In the records below, find each line with the word "this" and copy it.

(Stored entries)
:::
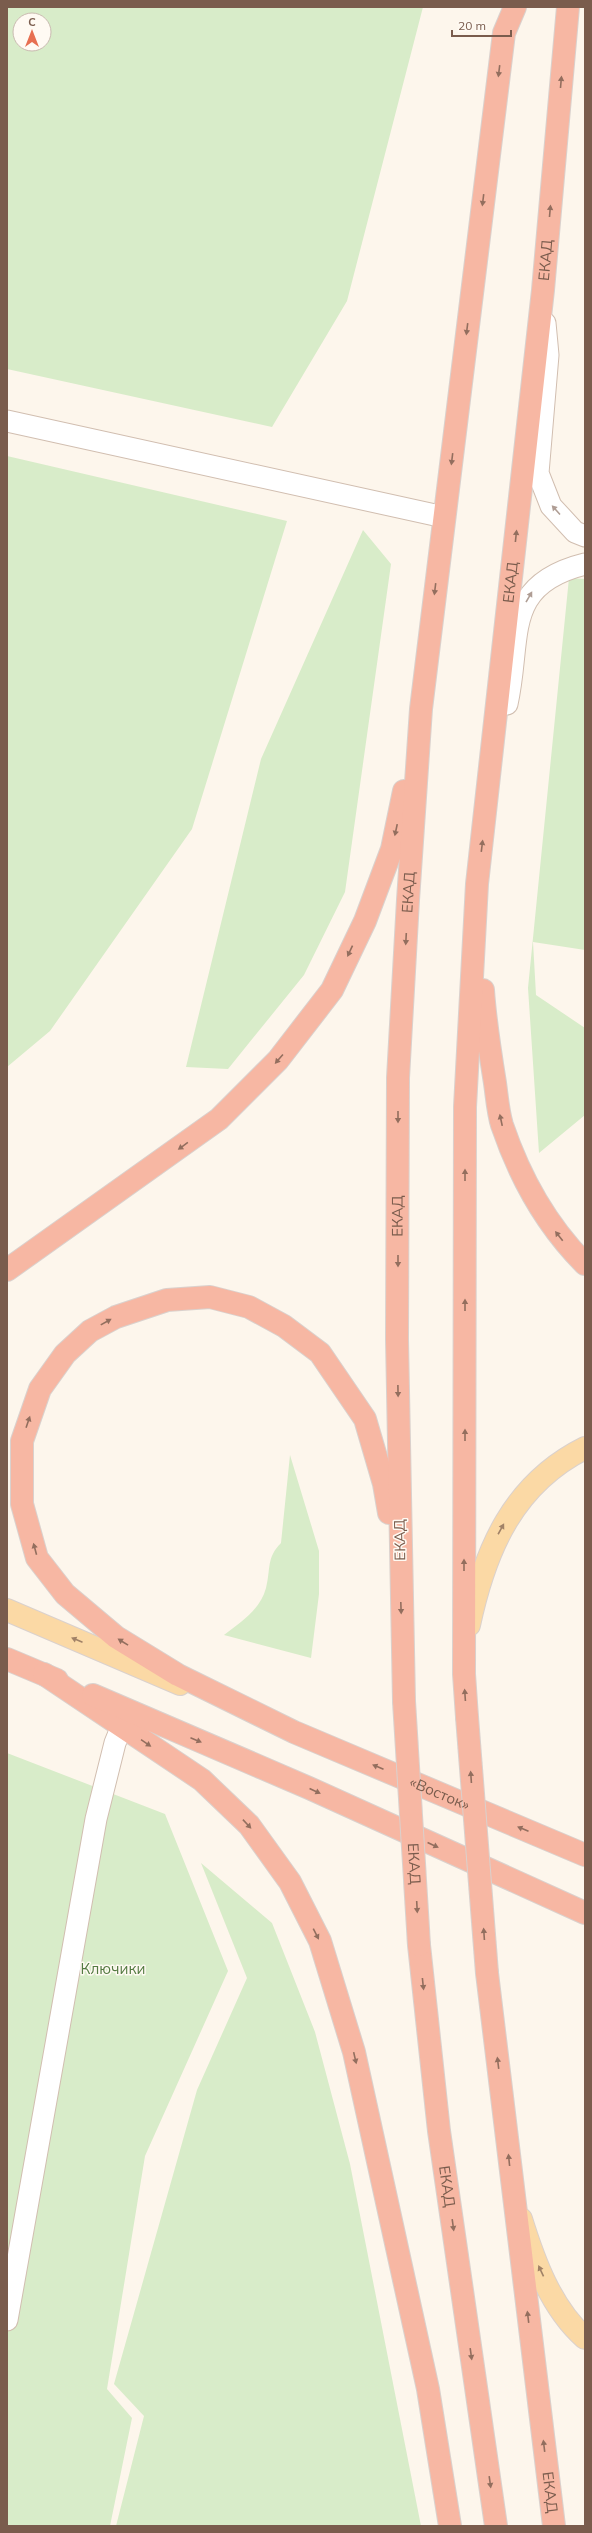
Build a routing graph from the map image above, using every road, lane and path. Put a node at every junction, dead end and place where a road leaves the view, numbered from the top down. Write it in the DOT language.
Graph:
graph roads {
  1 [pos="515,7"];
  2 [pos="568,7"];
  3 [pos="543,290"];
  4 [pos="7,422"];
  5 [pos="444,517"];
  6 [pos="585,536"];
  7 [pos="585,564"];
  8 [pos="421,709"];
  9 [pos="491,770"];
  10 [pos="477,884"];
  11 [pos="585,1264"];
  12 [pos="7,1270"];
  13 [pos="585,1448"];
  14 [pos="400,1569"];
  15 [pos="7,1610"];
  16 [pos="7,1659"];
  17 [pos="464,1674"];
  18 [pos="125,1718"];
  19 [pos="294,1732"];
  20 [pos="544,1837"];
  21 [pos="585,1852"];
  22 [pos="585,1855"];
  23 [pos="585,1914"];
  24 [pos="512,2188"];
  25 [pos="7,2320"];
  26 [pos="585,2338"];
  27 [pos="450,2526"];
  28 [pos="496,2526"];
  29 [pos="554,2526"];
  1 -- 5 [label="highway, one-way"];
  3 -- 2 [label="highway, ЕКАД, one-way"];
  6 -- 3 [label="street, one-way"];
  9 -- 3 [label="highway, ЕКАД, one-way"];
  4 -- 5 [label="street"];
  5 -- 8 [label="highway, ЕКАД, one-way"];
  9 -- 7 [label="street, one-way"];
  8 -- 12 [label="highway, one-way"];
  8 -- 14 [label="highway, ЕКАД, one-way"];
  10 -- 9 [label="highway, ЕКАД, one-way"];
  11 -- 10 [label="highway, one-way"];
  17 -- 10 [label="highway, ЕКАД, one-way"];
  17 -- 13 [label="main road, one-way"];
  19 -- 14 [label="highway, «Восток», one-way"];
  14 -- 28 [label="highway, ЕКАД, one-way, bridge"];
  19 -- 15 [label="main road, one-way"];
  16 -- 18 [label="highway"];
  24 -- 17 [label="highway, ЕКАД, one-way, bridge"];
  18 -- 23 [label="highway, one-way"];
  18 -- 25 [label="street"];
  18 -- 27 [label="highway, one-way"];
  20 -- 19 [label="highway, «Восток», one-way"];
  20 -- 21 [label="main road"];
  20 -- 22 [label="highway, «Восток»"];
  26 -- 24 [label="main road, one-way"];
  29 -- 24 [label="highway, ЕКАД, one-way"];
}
:::
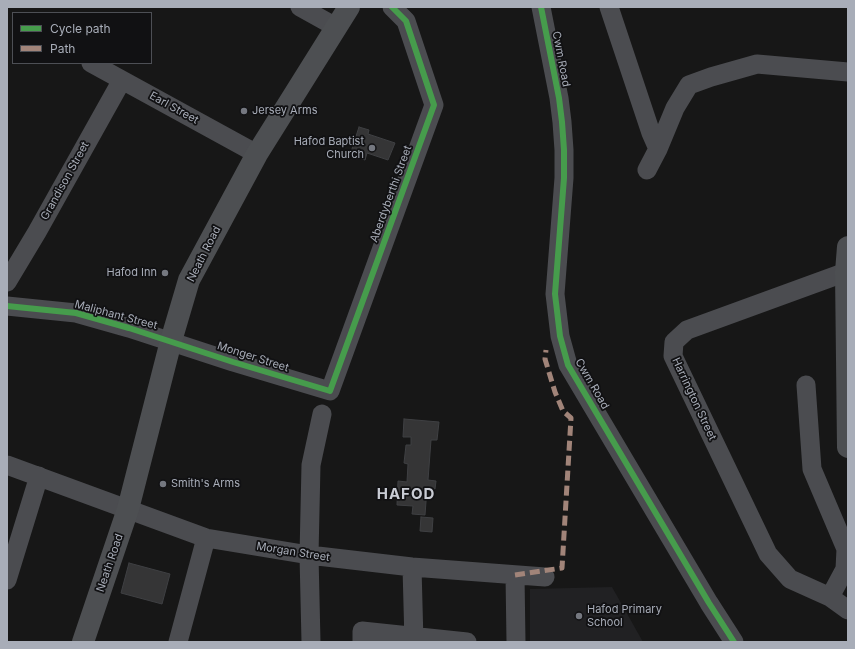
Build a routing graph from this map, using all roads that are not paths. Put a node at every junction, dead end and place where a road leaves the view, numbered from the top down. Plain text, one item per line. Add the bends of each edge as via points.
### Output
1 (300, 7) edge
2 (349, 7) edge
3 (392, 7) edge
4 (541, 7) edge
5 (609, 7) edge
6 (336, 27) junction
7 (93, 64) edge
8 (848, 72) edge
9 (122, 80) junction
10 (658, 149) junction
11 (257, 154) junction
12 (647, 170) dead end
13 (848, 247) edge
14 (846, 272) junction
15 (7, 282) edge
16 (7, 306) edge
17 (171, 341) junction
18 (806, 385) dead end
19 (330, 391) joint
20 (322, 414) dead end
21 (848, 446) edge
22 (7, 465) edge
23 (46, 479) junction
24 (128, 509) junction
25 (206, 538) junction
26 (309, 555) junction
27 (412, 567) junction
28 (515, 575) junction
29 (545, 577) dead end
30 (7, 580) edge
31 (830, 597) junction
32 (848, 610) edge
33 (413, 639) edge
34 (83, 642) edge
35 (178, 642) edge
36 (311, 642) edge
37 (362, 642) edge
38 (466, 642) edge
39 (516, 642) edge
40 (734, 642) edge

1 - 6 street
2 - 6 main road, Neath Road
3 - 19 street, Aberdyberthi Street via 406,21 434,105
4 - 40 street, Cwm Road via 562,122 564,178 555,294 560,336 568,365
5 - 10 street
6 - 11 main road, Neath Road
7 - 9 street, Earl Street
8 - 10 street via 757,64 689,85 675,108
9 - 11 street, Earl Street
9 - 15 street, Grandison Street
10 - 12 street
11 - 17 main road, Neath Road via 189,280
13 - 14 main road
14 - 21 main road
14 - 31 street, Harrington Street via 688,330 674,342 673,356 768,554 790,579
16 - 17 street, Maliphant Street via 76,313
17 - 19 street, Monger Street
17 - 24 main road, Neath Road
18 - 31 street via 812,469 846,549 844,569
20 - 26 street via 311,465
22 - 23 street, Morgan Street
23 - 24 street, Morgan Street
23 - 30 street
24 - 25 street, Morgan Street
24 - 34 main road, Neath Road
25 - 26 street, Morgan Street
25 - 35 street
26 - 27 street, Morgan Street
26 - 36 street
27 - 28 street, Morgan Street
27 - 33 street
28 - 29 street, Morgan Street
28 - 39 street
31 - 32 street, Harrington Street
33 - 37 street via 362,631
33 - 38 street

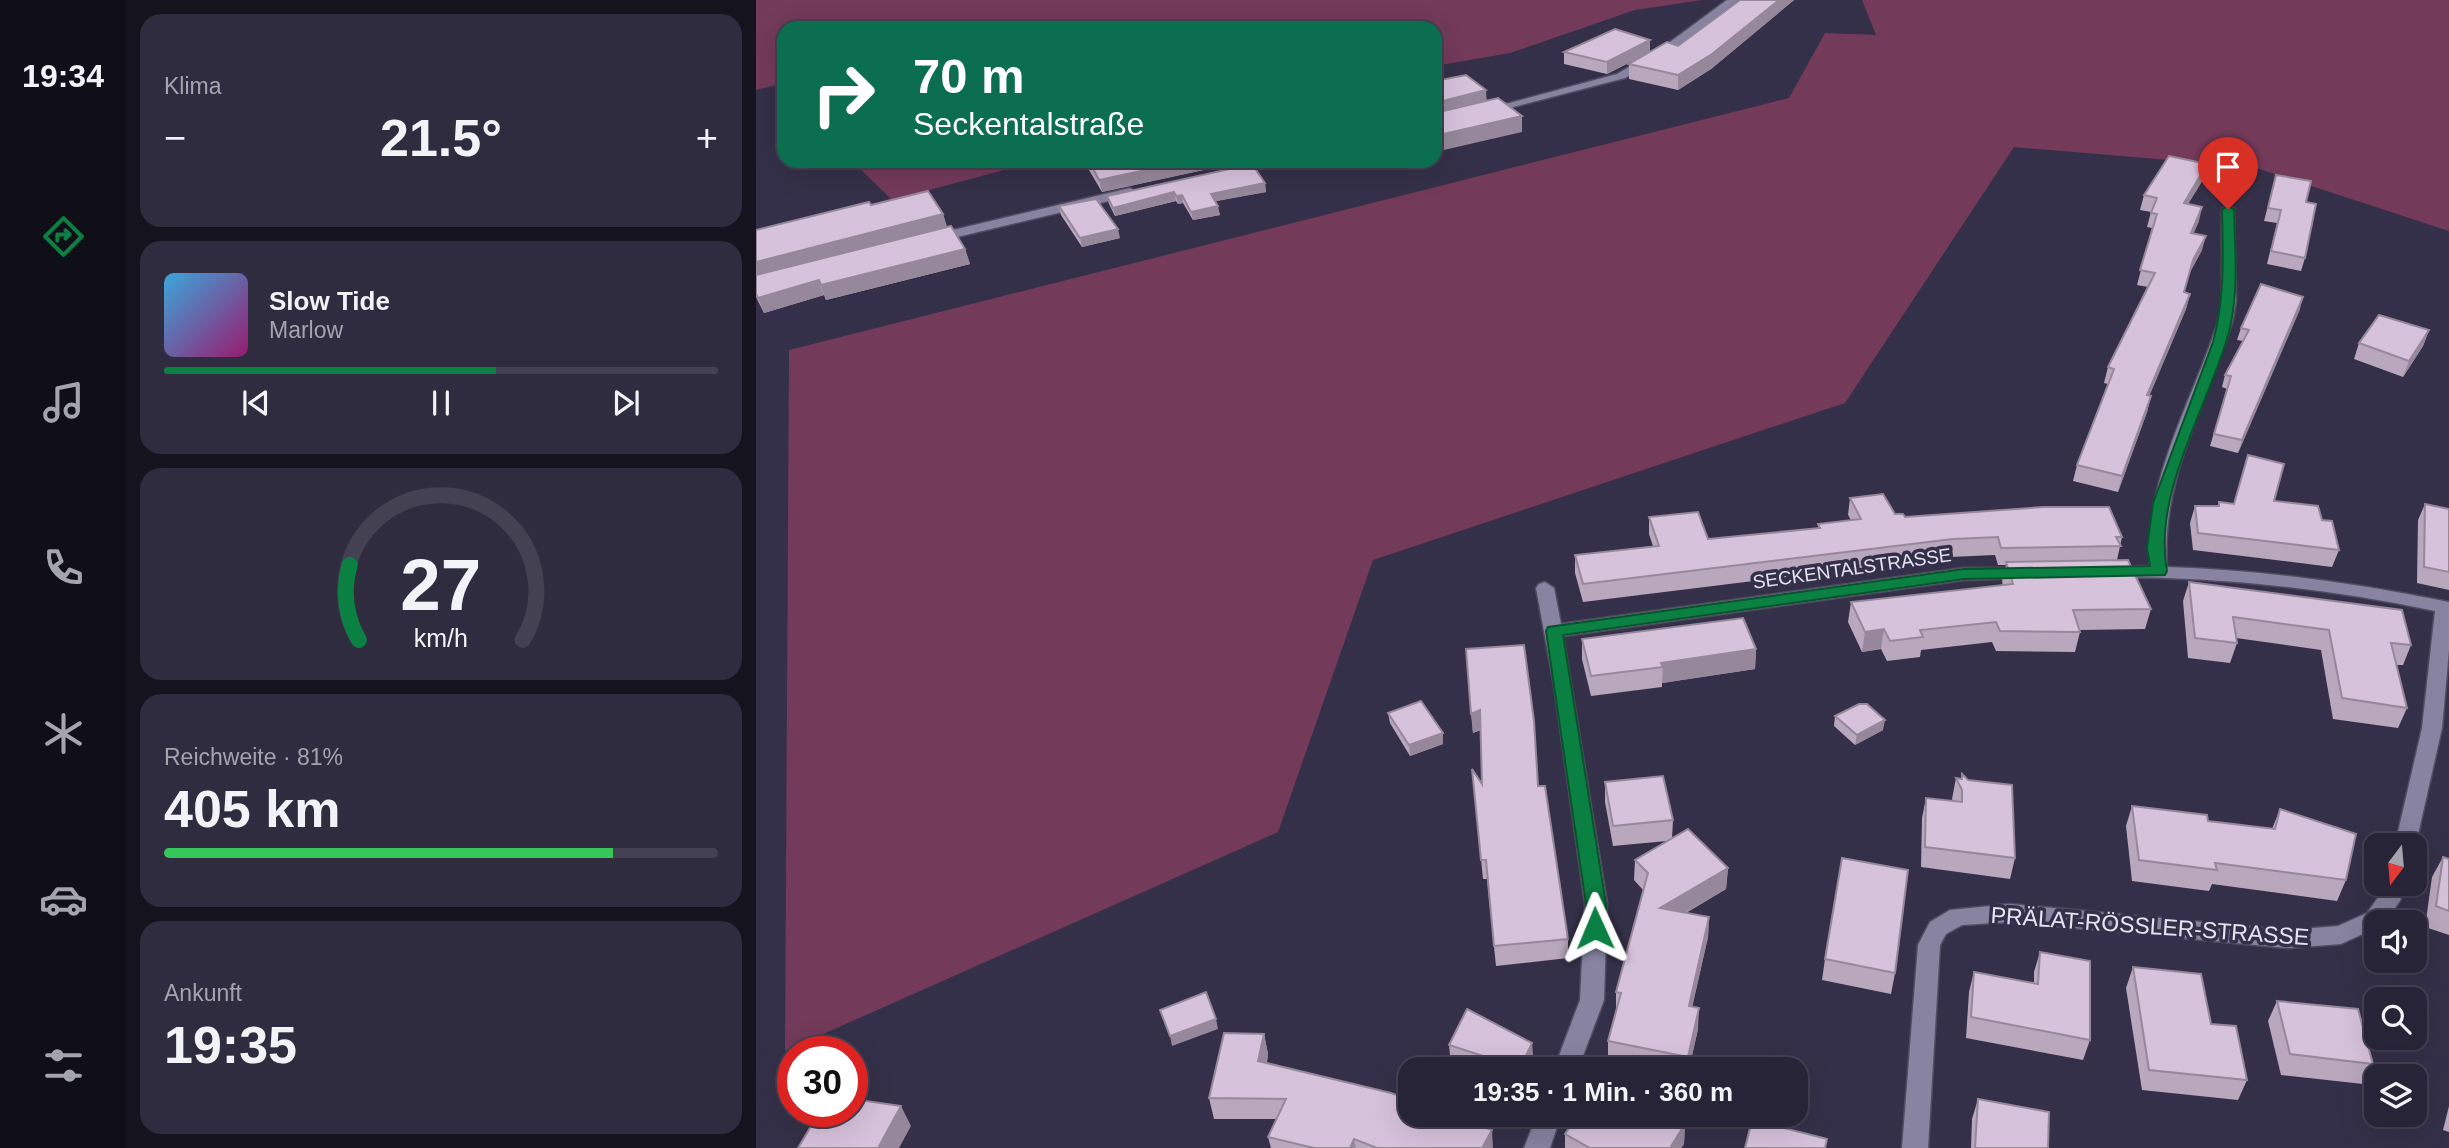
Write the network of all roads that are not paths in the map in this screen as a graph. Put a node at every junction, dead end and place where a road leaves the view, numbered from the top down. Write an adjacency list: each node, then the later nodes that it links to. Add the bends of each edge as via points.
:::
*FINISHED EXERCISE*.
Build a routing graph from this map, using all roads that are not paths. Put a node at every junction, dead end and place where a road leaves the view, numbered from the top down. Plain text, one item per line. Add the bends of each edge as via points.
Write the network of all roads that are not paths in the map in this screen as a graph. Put a node at every junction, dead end and place where a road leaves the view, numbered from the top down. Write an adjacency list: each node, then the later nodes that it links to. Add the bends of each edge as via points.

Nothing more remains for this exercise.